[PROBLEM STATEMENT]
The data should be written out in full, exactly as it stands, and the pictures dropped.

[Images with keypoint coordinates]
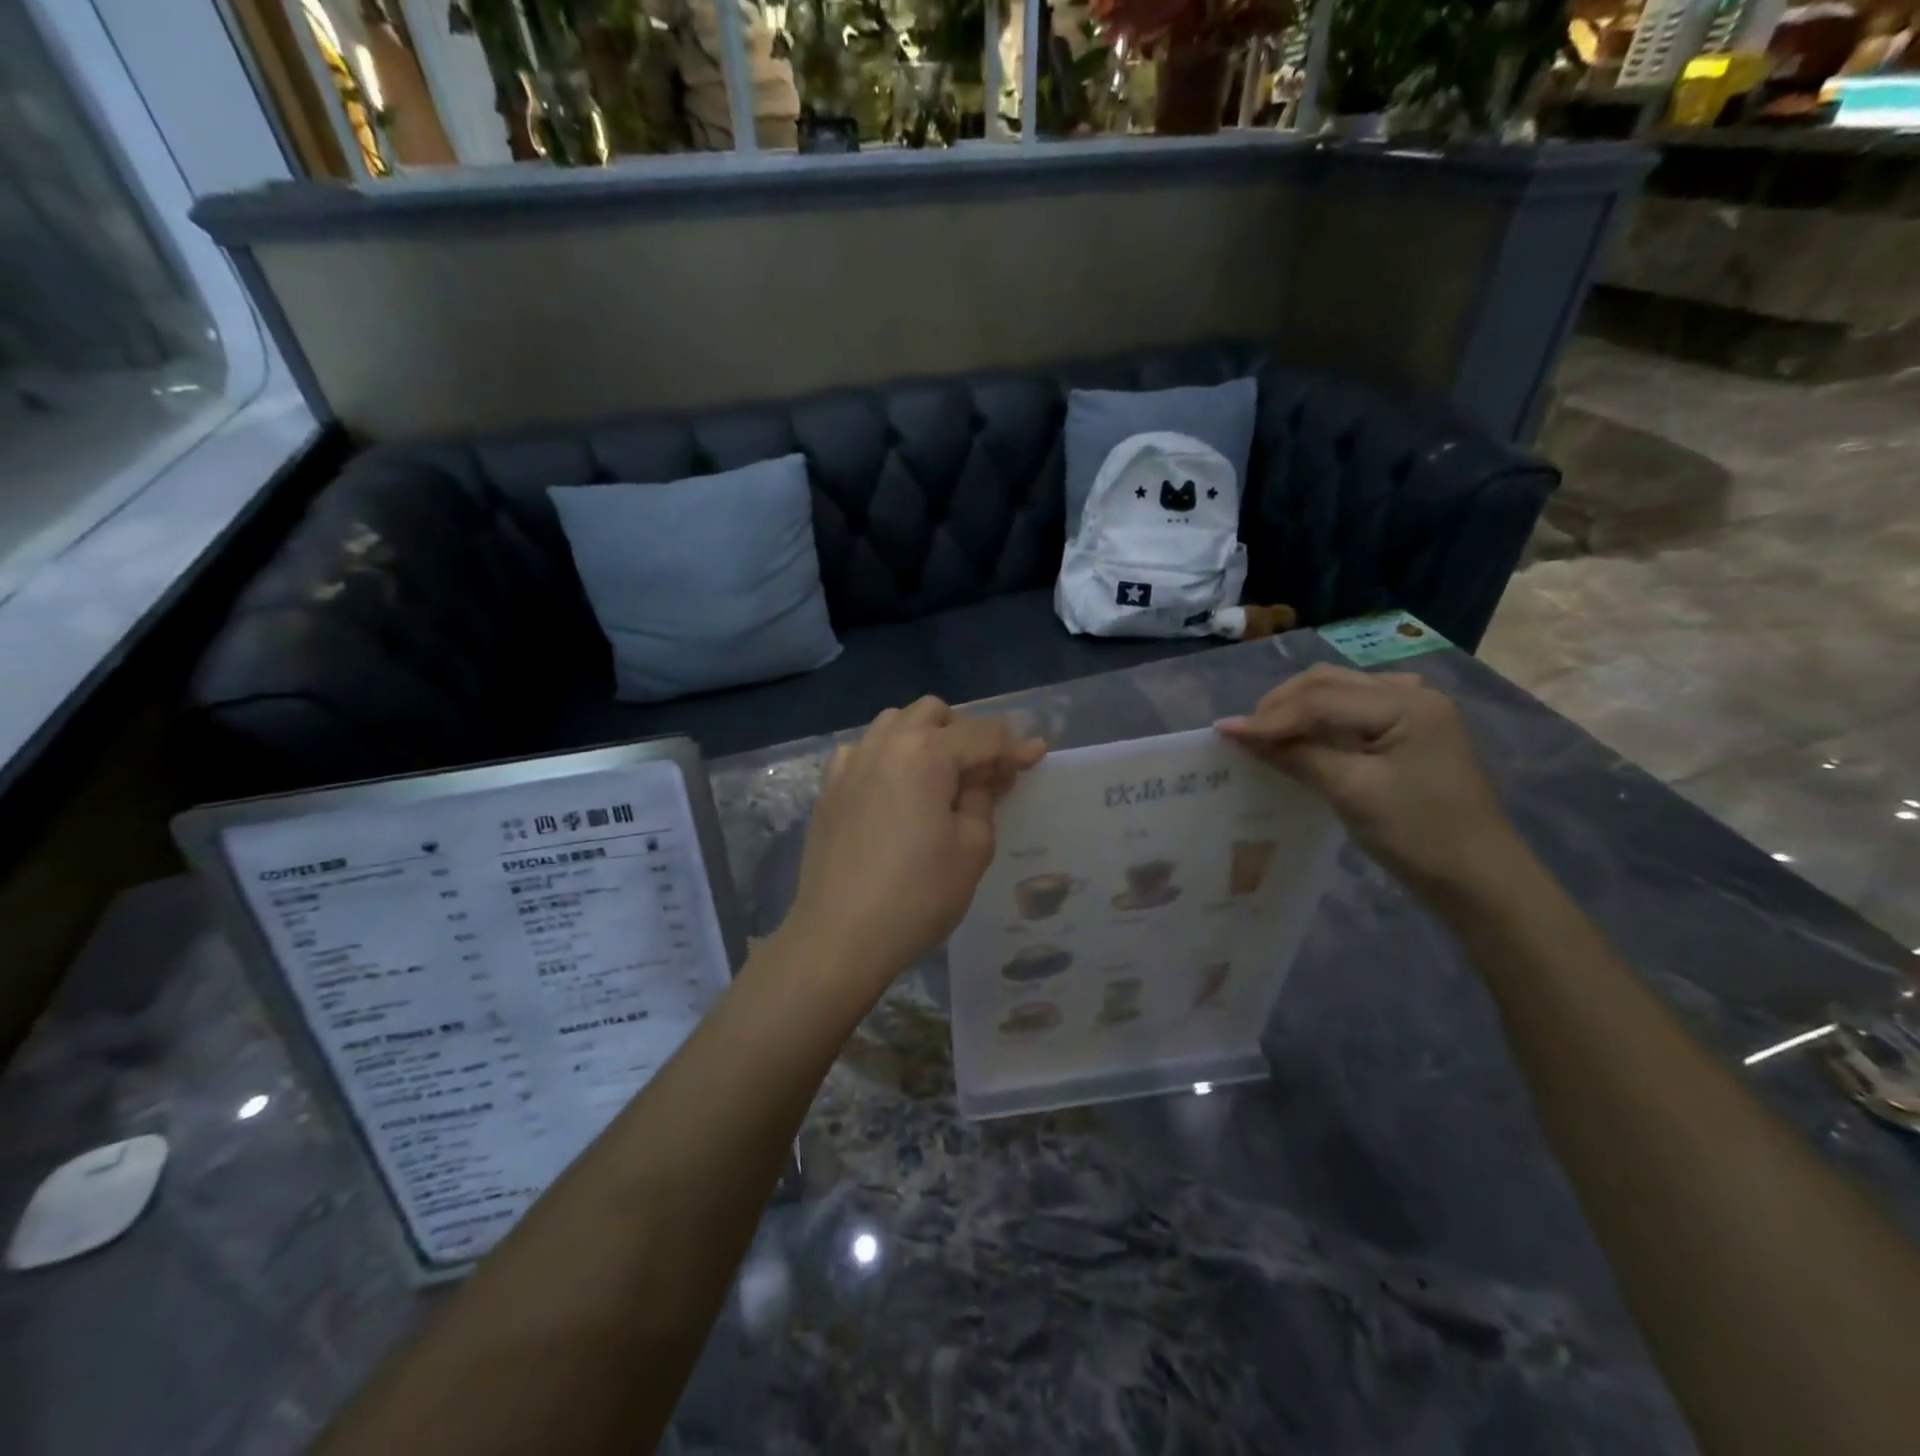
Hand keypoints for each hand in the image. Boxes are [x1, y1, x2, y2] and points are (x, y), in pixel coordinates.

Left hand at [780, 697, 1046, 995]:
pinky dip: (887, 755)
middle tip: (984, 774)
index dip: (1015, 747)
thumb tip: (991, 772)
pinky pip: (864, 749)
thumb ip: (985, 797)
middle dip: (967, 733)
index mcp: (926, 753)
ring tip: (939, 778)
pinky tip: (894, 788)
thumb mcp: (972, 848)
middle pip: (935, 713)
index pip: (983, 734)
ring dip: (925, 737)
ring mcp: (851, 762)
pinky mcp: (829, 786)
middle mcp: (886, 743)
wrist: (839, 935)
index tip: (1038, 757)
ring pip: (895, 722)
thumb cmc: (918, 895)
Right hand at [1217, 665, 1523, 898]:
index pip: (1320, 699)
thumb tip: (1239, 734)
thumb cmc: (1418, 835)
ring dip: (1296, 709)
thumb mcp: (1352, 792)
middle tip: (1244, 735)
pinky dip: (1318, 719)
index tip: (1222, 733)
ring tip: (1264, 736)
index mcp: (1405, 704)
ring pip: (1336, 692)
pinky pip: (1349, 710)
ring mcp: (1410, 711)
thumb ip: (1297, 756)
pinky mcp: (1406, 731)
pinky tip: (1302, 737)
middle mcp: (1409, 694)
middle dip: (1280, 705)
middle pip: (1327, 683)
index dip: (1269, 717)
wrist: (1477, 879)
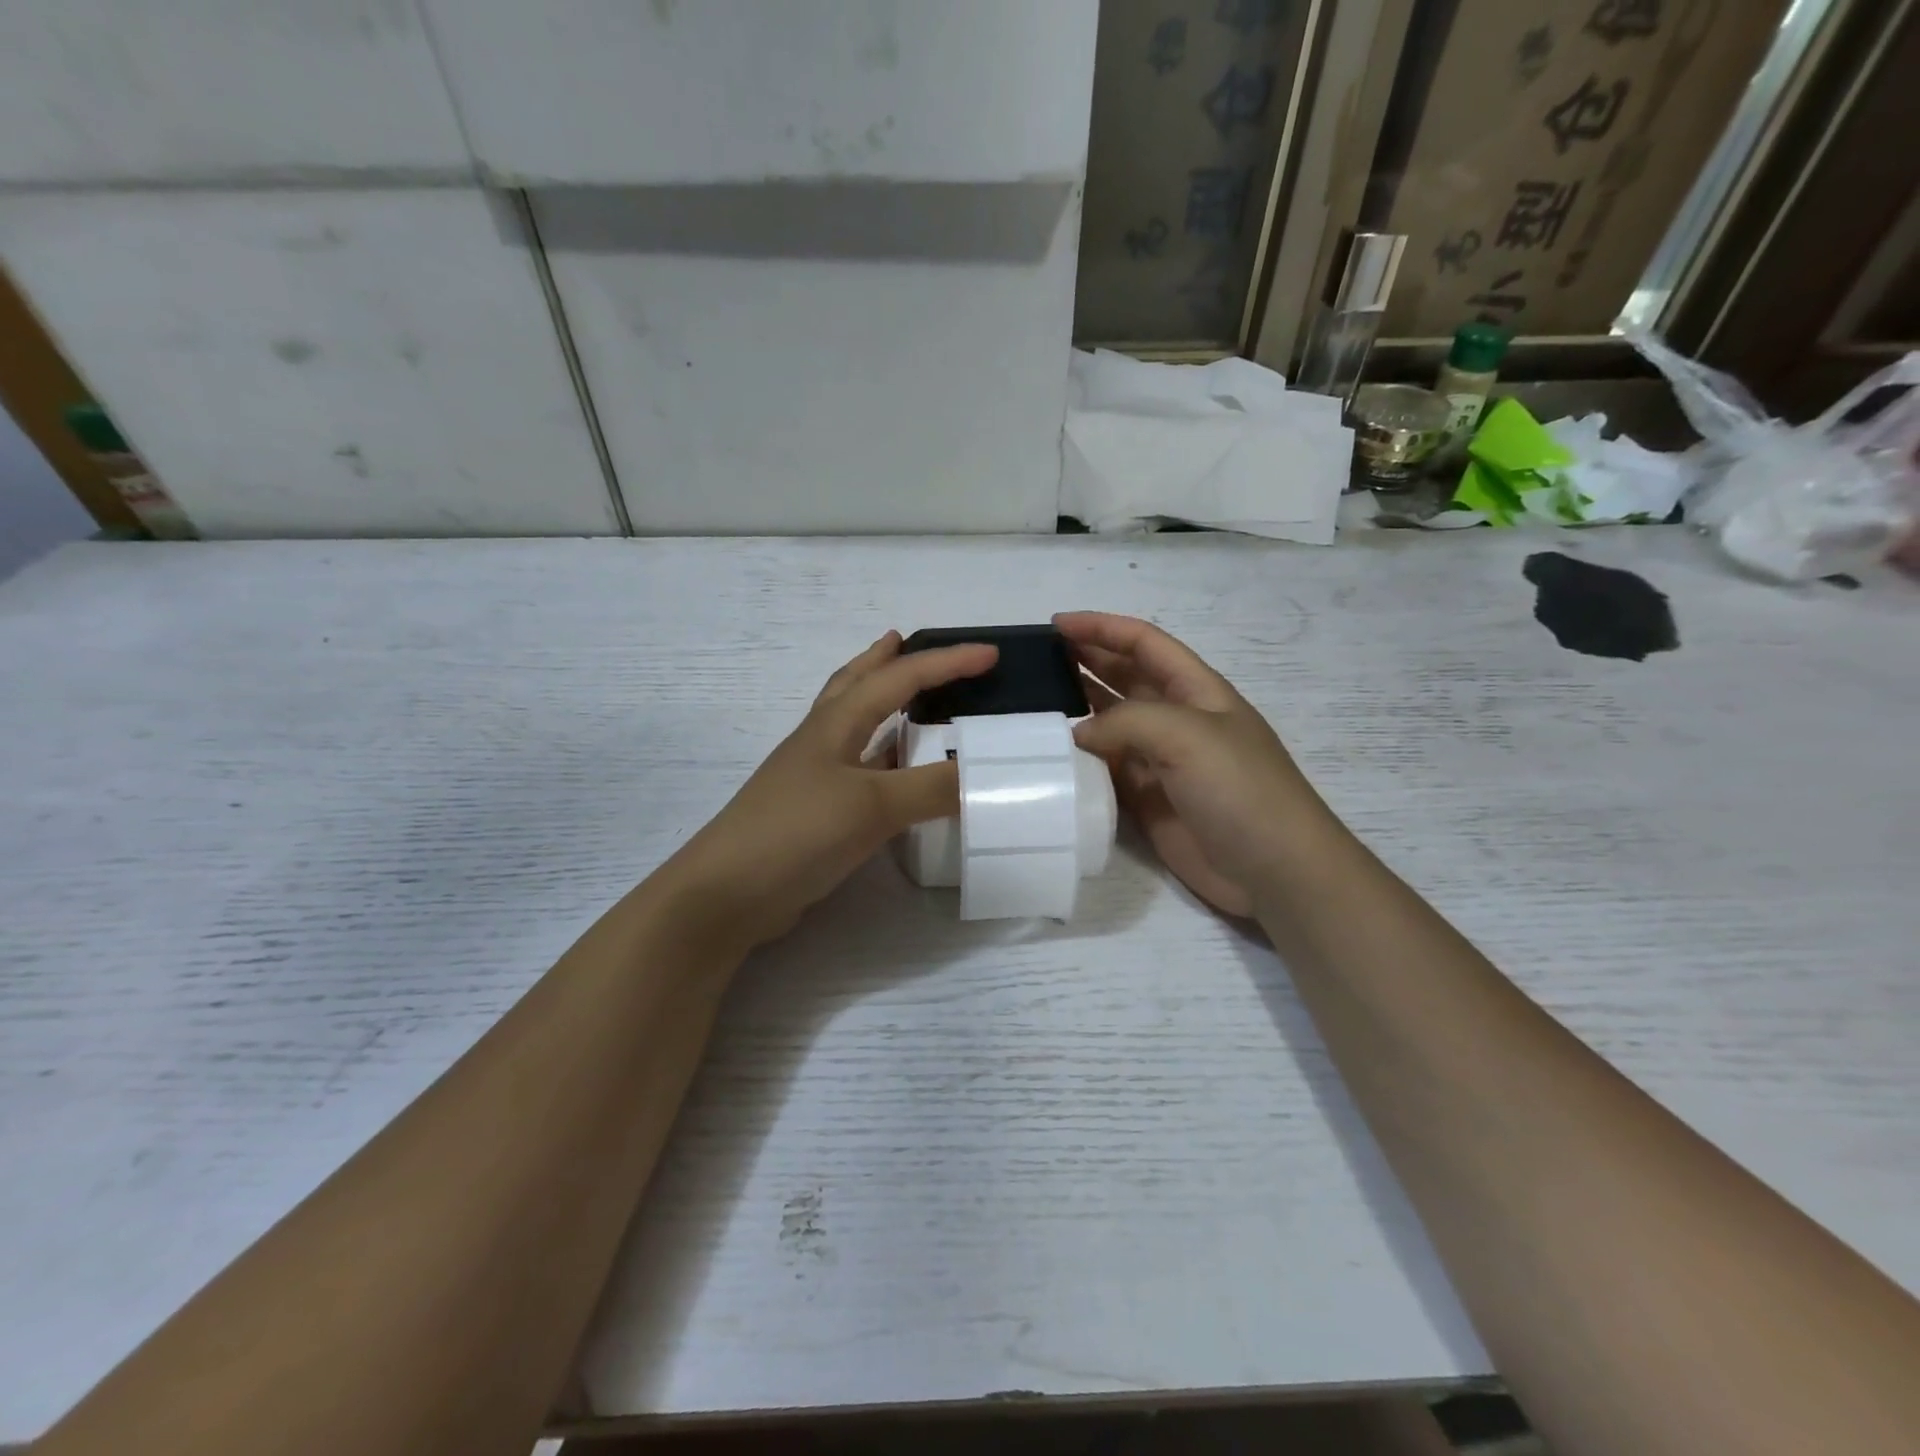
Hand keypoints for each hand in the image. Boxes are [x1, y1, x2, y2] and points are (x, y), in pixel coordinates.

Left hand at [667, 631, 996, 948]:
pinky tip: (898, 771)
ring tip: (907, 696)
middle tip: (906, 640)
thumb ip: (932, 788)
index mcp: (835, 723)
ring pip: (855, 725)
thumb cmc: (797, 832)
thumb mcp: (872, 805)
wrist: (729, 893)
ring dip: (880, 703)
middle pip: (855, 684)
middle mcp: (823, 741)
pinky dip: (883, 757)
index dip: (946, 662)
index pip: (899, 678)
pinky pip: (860, 769)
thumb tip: (987, 774)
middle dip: (882, 659)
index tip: (991, 654)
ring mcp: (816, 777)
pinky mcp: (816, 812)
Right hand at [1056, 612, 1330, 918]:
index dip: (1102, 627)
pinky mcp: (1146, 800)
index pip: (1143, 642)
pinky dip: (1079, 761)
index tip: (1055, 625)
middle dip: (1084, 662)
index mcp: (1195, 689)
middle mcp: (1176, 719)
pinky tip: (1050, 757)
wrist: (1273, 870)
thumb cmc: (1239, 788)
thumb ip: (1125, 722)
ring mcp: (1160, 761)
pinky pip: (1105, 770)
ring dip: (1077, 711)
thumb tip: (1078, 735)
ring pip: (1109, 724)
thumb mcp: (1187, 735)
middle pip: (1123, 677)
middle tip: (1035, 662)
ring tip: (1033, 705)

[YOUR SOLUTION]
Hand keypoints for each hand in the image. Boxes are [x1, y1, x2, y2] and points are (x, y), in pixel coordinates.

Left hand at [780, 697, 1046, 995]:
pinky dip: (887, 755)
middle tip: (984, 774)
index dip: (1015, 747)
thumb tip: (991, 772)
pinky pip: (864, 749)
thumb ip: (985, 797)
middle dip: (967, 733)
index mcp: (926, 753)
ring tip: (939, 778)
pinky tip: (894, 788)
thumb mcp: (972, 848)
middle pip: (935, 713)
index pip: (983, 734)
ring dip: (925, 737)
ring mcp: (851, 762)
pinky mcp: (829, 786)
middle mcp: (886, 743)
wrist: (839, 935)
index tip: (1038, 757)
ring pip: (895, 722)
thumb cmc: (918, 895)
Right hand at [1217, 665, 1523, 898]:
index pip: (1320, 699)
thumb tip: (1239, 734)
thumb cmc: (1418, 835)
ring dip: (1296, 709)
thumb mcp: (1352, 792)
middle tip: (1244, 735)
pinky dip: (1318, 719)
index tip: (1222, 733)
ring tip: (1264, 736)
index mcp: (1405, 704)
ring pip: (1336, 692)
pinky pip: (1349, 710)
ring mcp: (1410, 711)
thumb ip: (1297, 756)
pinky mcp: (1406, 731)
pinky tip: (1302, 737)
middle mcp: (1409, 694)
middle dip: (1280, 705)
middle pip: (1327, 683)
index dip: (1269, 717)
wrist: (1477, 879)
Hand keypoints for each hand in the image. Boxes are [x1, y1, x2, y2] and points are (x, y), in pixel coordinates.

Left hand at [667, 631, 996, 948]:
pinky tip: (898, 771)
ring tip: (907, 696)
middle tip: (906, 640)
thumb ip: (932, 788)
index mcp: (835, 723)
ring pip: (855, 725)
thumb cmc: (797, 832)
thumb mcp: (872, 805)
wrist: (729, 893)
ring dip: (880, 703)
middle pip: (855, 684)
middle mcp: (823, 741)
pinky dip: (883, 757)
index dip: (946, 662)
index pip: (899, 678)
pinky pip: (860, 769)
thumb tip: (987, 774)
middle dip: (882, 659)
index tip: (991, 654)
ring mcp: (816, 777)
pinky mcp: (816, 812)
Right hand at [1056, 612, 1330, 918]:
index dip: (1102, 627)
pinky mcp: (1146, 800)
index pip: (1143, 642)
pinky dip: (1079, 761)
index tip: (1055, 625)
middle dip: (1084, 662)
index mcp: (1195, 689)
middle mcp: (1176, 719)
pinky tip: (1050, 757)
wrist: (1273, 870)
thumb cmc: (1239, 788)
thumb ip: (1125, 722)
ring mcp: (1160, 761)
pinky pip: (1105, 770)
ring dip: (1077, 711)
thumb tip: (1078, 735)
ring pip: (1109, 724)
thumb mcp: (1187, 735)
middle pip: (1123, 677)
middle tip: (1035, 662)
ring tip: (1033, 705)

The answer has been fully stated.